All that is required is the number of lines in this listing that hold "turn".

* [Dataset excerpts]:
■ ■ ■

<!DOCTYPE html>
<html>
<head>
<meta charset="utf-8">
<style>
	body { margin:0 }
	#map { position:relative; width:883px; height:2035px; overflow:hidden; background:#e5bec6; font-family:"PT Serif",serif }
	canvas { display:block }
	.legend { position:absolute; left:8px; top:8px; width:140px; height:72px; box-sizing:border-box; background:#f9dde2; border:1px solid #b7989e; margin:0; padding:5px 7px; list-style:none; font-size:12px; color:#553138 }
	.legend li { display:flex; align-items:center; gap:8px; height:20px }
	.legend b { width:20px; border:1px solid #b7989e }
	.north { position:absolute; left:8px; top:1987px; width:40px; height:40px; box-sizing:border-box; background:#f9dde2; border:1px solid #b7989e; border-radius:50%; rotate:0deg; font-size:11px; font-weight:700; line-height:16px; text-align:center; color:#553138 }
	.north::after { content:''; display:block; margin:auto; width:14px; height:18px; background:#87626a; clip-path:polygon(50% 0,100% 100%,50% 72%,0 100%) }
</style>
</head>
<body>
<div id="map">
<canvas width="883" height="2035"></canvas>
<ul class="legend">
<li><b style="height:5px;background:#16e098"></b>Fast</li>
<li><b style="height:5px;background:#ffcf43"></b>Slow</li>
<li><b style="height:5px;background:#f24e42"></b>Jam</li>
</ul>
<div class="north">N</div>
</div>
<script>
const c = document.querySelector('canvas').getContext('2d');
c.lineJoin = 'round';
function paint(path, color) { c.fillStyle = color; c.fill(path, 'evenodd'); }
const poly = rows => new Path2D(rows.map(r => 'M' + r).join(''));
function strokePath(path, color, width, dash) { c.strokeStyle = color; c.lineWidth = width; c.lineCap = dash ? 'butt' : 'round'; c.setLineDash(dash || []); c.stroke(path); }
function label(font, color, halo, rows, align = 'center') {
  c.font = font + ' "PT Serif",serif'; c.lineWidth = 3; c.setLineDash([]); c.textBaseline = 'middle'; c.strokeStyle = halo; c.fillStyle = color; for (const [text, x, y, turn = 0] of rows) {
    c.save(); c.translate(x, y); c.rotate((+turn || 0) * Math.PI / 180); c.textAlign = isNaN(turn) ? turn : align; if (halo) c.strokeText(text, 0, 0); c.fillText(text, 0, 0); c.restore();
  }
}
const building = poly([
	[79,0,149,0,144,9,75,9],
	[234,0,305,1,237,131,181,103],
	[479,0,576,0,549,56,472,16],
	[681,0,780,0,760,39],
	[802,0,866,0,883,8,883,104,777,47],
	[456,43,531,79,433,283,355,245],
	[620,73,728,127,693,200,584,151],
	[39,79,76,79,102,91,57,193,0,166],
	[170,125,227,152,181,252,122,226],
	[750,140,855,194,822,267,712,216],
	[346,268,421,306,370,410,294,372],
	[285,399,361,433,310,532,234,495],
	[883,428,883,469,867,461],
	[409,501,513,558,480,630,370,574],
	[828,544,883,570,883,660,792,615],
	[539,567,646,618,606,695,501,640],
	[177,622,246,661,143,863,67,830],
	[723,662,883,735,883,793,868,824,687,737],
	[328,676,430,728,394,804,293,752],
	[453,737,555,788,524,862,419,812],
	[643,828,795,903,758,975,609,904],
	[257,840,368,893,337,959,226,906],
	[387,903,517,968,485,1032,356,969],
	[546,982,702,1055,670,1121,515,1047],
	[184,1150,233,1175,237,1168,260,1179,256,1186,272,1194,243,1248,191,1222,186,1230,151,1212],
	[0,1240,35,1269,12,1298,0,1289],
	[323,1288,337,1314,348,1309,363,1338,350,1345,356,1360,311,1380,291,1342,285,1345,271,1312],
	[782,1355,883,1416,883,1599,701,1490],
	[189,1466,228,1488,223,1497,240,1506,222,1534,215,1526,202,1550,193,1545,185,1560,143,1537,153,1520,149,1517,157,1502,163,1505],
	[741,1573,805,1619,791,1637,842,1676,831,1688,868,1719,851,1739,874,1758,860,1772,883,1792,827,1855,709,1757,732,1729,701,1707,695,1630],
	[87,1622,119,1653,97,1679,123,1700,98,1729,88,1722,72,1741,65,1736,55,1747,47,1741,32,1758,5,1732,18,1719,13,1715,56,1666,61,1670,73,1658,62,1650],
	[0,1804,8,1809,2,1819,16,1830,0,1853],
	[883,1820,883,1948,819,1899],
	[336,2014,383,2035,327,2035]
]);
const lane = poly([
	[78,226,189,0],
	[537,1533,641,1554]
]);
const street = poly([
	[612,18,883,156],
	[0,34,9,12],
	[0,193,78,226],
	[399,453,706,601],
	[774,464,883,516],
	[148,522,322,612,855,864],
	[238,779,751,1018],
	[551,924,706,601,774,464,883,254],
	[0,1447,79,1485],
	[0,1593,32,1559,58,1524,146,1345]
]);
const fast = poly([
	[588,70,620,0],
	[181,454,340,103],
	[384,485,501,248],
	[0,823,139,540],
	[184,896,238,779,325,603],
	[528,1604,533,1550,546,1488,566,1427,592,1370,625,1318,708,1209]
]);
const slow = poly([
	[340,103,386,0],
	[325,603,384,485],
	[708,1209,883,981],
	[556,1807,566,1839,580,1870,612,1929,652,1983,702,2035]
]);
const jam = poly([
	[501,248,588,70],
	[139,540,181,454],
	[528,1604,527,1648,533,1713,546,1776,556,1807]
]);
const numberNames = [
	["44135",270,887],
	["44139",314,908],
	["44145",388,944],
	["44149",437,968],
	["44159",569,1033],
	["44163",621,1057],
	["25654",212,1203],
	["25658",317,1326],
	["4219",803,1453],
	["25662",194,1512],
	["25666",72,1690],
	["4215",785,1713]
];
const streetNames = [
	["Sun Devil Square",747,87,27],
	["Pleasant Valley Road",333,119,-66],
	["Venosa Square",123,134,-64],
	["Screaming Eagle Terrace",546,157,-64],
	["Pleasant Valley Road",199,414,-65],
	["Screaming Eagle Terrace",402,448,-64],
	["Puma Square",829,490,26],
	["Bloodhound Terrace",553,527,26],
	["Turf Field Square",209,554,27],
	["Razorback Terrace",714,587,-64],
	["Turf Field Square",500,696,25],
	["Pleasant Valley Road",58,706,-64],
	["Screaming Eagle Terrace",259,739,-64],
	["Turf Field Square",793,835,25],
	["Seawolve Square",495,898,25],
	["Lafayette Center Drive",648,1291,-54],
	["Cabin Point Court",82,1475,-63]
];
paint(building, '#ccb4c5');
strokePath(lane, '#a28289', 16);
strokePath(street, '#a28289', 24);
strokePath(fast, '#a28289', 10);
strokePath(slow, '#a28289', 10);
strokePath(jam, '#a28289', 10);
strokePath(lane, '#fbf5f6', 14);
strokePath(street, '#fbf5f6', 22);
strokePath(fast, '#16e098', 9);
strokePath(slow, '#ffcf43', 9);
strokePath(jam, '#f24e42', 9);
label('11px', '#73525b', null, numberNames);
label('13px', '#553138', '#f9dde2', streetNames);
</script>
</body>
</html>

■ ■ ■

* [Result]: 2